> Work instruction
Collect all lines below with the string "Bridge".

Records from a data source
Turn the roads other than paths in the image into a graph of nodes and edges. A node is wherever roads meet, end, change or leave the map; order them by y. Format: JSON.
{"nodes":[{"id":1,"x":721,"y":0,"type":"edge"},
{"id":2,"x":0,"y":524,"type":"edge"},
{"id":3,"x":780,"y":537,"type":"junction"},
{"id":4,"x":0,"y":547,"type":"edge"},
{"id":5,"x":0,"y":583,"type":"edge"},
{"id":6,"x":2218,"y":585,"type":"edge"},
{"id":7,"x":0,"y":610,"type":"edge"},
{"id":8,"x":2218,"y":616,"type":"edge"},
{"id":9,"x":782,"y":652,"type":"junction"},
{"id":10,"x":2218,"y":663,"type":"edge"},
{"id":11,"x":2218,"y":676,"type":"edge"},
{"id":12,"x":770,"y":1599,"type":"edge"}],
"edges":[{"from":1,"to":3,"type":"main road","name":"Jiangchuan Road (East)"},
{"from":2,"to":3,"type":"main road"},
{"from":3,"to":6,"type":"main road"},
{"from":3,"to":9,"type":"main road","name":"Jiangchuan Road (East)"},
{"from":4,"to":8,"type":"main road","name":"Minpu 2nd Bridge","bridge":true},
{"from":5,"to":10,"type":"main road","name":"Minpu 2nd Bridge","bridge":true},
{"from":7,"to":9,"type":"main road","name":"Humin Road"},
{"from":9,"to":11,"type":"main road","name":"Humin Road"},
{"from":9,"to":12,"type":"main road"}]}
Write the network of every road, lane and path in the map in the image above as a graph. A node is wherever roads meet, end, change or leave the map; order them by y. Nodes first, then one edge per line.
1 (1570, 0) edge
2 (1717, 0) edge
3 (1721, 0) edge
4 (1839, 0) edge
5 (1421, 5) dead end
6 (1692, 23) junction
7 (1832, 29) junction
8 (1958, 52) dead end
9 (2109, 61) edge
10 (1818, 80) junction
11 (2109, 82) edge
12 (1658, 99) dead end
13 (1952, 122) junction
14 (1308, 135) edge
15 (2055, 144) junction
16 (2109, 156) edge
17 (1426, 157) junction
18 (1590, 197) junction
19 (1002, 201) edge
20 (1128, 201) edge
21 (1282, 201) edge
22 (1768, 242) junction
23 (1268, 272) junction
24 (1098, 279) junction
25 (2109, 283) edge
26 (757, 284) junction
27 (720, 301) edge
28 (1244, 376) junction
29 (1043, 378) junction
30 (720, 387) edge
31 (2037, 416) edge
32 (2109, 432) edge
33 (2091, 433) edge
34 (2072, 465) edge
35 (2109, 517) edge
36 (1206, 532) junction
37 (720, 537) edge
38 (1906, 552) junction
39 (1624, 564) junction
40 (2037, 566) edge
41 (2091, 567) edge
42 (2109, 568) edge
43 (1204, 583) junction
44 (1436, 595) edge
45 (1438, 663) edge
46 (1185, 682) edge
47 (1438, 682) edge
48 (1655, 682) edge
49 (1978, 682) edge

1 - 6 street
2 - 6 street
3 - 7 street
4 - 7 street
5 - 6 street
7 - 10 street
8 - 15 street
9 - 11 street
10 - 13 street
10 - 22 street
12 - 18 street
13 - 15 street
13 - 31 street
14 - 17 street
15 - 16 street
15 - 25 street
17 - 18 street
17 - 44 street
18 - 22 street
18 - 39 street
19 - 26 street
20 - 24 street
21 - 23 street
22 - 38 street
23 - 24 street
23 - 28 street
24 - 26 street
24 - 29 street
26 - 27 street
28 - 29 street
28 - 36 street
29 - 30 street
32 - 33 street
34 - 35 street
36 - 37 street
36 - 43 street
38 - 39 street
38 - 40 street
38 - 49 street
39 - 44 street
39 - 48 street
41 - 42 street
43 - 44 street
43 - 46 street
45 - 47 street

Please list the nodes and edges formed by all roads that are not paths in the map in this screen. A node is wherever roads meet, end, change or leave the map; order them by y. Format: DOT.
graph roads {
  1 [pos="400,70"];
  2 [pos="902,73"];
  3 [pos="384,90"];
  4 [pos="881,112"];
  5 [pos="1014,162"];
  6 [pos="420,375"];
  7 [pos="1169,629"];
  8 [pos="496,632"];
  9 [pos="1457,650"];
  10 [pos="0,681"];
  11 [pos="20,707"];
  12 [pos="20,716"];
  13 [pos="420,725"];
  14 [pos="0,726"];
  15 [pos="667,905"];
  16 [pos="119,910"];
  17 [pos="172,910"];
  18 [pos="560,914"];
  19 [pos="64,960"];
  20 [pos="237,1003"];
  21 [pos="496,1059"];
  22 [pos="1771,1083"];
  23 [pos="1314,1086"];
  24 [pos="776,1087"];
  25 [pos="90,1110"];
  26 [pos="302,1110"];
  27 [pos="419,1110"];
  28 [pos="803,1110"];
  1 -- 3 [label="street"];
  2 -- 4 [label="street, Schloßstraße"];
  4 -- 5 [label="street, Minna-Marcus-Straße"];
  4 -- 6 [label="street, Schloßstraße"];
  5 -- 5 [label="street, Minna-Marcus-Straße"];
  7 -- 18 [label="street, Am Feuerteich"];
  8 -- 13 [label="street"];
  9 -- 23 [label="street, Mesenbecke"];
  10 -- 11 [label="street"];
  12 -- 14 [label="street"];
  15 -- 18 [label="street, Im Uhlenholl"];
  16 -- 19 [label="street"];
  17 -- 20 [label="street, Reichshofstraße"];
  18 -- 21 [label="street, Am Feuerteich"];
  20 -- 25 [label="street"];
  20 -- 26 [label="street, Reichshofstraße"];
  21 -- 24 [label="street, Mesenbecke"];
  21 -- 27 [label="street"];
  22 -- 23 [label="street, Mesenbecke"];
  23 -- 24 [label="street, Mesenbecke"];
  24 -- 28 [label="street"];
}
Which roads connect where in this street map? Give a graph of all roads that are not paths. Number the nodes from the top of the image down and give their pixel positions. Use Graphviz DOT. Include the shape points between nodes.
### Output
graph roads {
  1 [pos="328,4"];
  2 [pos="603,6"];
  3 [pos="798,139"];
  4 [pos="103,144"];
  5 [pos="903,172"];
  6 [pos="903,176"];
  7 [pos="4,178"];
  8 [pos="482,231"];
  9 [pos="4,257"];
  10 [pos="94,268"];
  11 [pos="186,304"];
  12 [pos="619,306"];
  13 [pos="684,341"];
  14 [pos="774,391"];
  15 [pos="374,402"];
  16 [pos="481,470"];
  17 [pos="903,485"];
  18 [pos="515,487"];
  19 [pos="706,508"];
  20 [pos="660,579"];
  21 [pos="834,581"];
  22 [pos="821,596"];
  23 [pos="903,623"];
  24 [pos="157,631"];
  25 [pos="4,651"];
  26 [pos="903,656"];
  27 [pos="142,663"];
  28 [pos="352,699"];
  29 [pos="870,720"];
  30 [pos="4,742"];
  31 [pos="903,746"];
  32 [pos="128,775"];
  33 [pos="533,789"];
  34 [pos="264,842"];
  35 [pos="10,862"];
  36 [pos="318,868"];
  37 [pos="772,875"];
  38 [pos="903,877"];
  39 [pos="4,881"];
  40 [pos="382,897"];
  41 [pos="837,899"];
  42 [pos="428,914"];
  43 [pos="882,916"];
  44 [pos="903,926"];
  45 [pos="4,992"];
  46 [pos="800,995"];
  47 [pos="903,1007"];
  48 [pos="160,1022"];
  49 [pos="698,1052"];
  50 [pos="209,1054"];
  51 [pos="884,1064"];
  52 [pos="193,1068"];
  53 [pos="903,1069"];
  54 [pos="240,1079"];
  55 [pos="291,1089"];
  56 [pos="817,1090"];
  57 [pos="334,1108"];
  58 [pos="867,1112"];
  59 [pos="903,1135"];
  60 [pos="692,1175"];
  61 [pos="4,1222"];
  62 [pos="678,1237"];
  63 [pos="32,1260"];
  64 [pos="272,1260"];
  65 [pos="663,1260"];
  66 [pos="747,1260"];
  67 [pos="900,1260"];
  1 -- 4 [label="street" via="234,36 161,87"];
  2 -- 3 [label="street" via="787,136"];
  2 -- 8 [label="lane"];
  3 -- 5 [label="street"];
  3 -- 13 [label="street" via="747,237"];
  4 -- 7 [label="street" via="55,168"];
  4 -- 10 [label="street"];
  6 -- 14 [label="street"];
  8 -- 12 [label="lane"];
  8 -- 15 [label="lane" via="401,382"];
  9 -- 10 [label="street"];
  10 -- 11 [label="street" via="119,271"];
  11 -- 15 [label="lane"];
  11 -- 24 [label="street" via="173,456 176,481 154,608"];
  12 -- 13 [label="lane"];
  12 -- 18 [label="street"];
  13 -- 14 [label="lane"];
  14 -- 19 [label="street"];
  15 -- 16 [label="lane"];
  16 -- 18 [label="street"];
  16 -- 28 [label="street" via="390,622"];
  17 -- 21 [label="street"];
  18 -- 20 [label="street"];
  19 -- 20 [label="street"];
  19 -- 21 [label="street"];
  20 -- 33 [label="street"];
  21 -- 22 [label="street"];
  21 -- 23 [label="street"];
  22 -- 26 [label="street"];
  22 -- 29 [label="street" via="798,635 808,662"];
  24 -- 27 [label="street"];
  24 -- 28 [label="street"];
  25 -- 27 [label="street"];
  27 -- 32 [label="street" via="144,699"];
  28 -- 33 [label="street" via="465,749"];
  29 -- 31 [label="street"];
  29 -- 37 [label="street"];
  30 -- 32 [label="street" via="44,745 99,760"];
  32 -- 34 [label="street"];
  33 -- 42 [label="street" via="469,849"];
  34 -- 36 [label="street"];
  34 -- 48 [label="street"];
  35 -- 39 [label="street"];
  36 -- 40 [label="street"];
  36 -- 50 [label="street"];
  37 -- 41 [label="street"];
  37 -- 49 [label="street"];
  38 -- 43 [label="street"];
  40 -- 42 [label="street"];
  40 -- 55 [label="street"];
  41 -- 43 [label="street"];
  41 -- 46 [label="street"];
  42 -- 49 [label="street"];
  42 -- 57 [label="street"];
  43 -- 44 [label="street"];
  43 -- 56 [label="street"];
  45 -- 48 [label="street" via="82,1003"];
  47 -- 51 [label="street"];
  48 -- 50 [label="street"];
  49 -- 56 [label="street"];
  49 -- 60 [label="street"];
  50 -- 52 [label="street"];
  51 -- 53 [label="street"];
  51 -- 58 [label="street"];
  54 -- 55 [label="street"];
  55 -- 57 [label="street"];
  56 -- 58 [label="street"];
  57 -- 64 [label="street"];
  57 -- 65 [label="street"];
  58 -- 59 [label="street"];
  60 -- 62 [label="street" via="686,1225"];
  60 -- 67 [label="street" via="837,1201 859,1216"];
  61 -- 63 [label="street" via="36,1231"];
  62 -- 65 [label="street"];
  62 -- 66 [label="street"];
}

> Answer to this problem
{"from":4,"to":8,"type":"main road","name":"Minpu 2nd Bridge","bridge":true},
{"from":5,"to":10,"type":"main road","name":"Minpu 2nd Bridge","bridge":true},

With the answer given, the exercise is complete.